(Dataset entries)
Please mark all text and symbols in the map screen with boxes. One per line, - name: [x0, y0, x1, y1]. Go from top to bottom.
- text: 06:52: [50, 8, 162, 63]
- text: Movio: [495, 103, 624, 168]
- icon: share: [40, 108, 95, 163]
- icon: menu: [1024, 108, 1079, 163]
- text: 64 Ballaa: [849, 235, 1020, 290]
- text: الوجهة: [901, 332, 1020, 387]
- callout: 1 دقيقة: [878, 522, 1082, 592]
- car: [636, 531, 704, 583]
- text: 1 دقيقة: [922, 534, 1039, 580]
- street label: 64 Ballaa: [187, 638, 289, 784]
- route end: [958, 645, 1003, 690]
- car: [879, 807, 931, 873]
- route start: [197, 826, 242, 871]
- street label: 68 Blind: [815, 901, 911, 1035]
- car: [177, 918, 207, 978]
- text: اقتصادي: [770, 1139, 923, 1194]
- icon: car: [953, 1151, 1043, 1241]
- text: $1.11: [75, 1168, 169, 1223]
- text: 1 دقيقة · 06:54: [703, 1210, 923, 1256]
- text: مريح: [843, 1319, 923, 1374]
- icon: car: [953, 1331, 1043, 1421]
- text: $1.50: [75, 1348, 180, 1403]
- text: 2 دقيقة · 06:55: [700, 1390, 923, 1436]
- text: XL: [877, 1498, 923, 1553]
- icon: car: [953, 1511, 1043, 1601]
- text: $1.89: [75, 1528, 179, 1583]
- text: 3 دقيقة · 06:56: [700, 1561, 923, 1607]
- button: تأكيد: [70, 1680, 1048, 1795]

What you have to do:
Using the data above, tally each line that contains "route". Write only the total.

Task answer:
2